Revision as of 21:36, 6 March 2019

Problem 11

Consider arrangements of the $9$ numbers $1, 2, 3, \dots, 9$ in a $3 \times 3$ array. For each such arrangement, let $a_1$, $a_2$, and $a_3$ be the medians of the numbers in rows $1$, $2$, and $3$ respectively, and let $m$ be the median of $\{a_1, a_2, a_3\}$. Let $Q$ be the number of arrangements for which $m = 5$. Find the remainder when $Q$ is divided by $1000$.

Solution 1

We know that if $5$ is a median, then $5$ will be the median of the medians.

WLOG, assume $5$ is in the upper left corner. One of the two other values in the top row needs to be below $5$, and the other needs to be above $5$. This can be done in $4\cdot4\cdot2=32$ ways. The other $6$ can be arranged in $6!=720$ ways. Finally, accounting for when $5$ is in every other space, our answer is $32\cdot720\cdot9$, which is $207360$. But we only need the last $3$ digits, so $\boxed{360}$ is our answer.

~Solution by SuperSaiyanOver9000, mathics42

Solution 2

(Complementary Counting with probability)

Notice that m can only equal 4, 5, or 6, and 4 and 6 are symmetric.

WLOG let $m=4$

There is a $\frac{15}{28}$ chance that exactly one of 1, 2, 3 is in the same row.

There is a $\frac{2}{5}$ chance that the other two smaller numbers end up in the same row.

$9!(1-2*\frac{15}{28}*\frac{2}{5})=362880*\frac{4}{7}=207\boxed{360}$.


Solution 3

We will make sure to multiply by $3!$ in the end to account for all the possible permutation of the rows.


WLOG, let $5$ be present in the Row #$1$.


Notice that $5$ MUST be placed with a number lower than it and a number higher than it.


This happens in $4\cdot4$ ways.
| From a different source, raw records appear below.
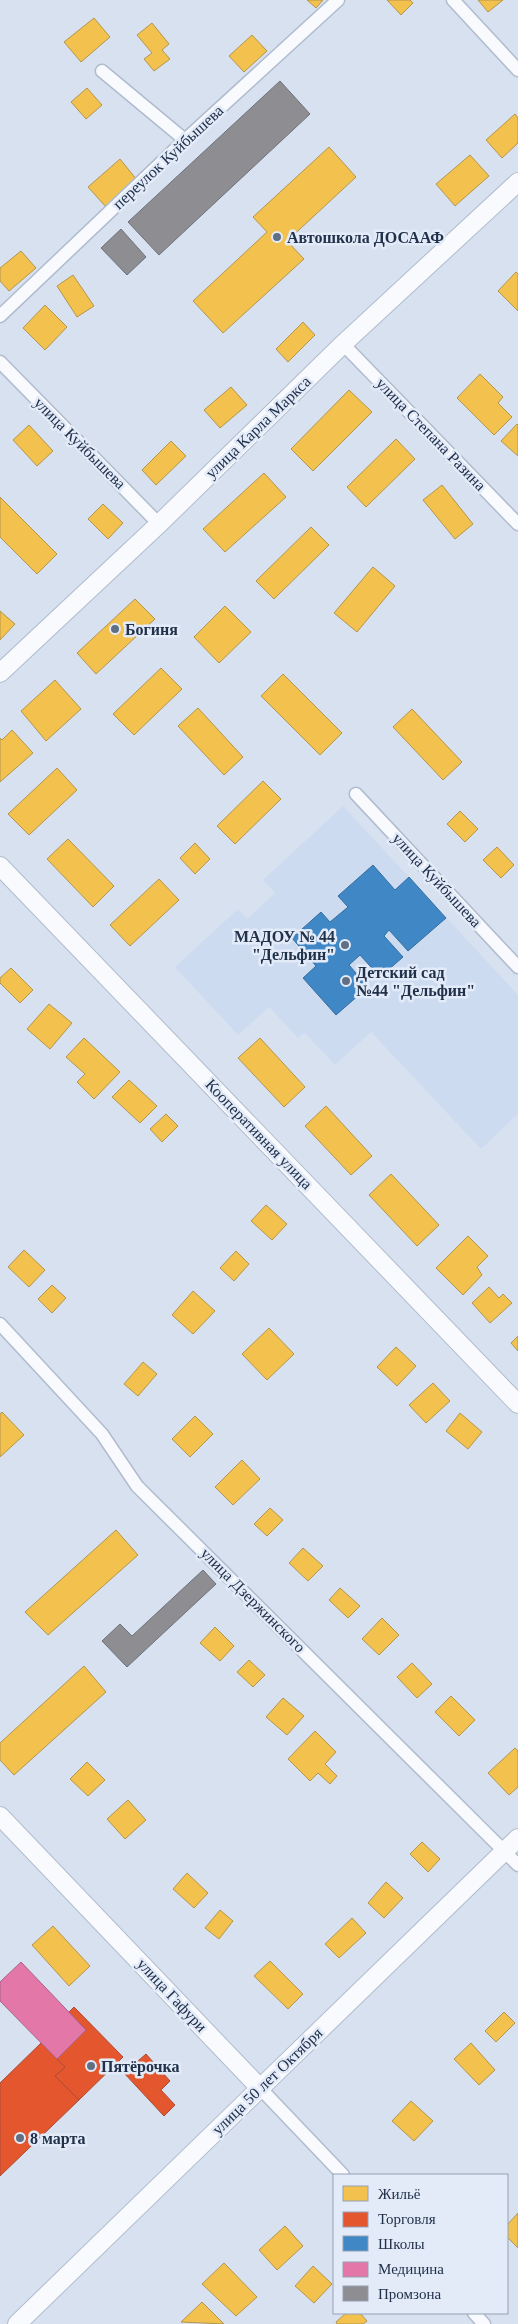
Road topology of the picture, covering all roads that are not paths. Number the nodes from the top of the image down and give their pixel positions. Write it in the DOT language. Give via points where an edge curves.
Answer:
graph roads {
  1 [pos="338,0"];
  2 [pos="453,0"];
  3 [pos="518,70"];
  4 [pos="102,71"];
  5 [pos="185,140"];
  6 [pos="518,182"];
  7 [pos="0,316"];
  8 [pos="343,344"];
  9 [pos="0,362"];
  10 [pos="159,524"];
  11 [pos="518,524"];
  12 [pos="0,673"];
  13 [pos="356,794"];
  14 [pos="0,866"];
  15 [pos="518,967"];
  16 [pos="0,1324"];
  17 [pos="518,1404"];
  18 [pos="0,1816"];
  19 [pos="518,1838"];
  20 [pos="505,1851"];
  21 [pos="518,1865"];
  22 [pos="260,2088"];
  23 [pos="341,2174"];
  24 [pos="475,2314"];
  25 [pos="17,2324"];
  26 [pos="484,2324"];
  1 -- 5 [label="street, переулок Куйбышева"];
  2 -- 3 [label="street"];
  4 -- 5 [label="street"];
  5 -- 7 [label="street, переулок Куйбышева"];
  6 -- 8 [label="street, улица Карла Маркса"];
  8 -- 10 [label="street, улица Карла Маркса"];
  8 -- 11 [label="street, улица Степана Разина"];
  9 -- 10 [label="street, улица Куйбышева"];
  10 -- 12 [label="street, улица Карла Маркса"];
  13 -- 15 [label="street, улица Куйбышева"];
  14 -- 17 [label="street, Кооперативная улица"];
  16 -- 20 [label="street, улица Дзержинского" via="102,1434 137,1486"];
  18 -- 22 [label="street, улица Гафури"];
  19 -- 20 [label="street, улица 50 лет Октября"];
  20 -- 21 [label="street, улица Дзержинского"];
  20 -- 22 [label="street, улица 50 лет Октября"];
  22 -- 23 [label="street, улица Гафури"];
  22 -- 25 [label="street, улица 50 лет Октября"];
  24 -- 26 [label="street"];
}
You can permutate Row #$1$ in $3!$ ways.


Now, take a look at Row $2$ and Row $3$.


Because there are $6$ numbers to choose from now, you can assign #'s to Row's #2&3 in


$\frac{\binom{6}{3}\cdot\binom{3}{3}}{2}$ ways. There are $3!\cdot3!$ ways to permute the numbers in the individual Rows.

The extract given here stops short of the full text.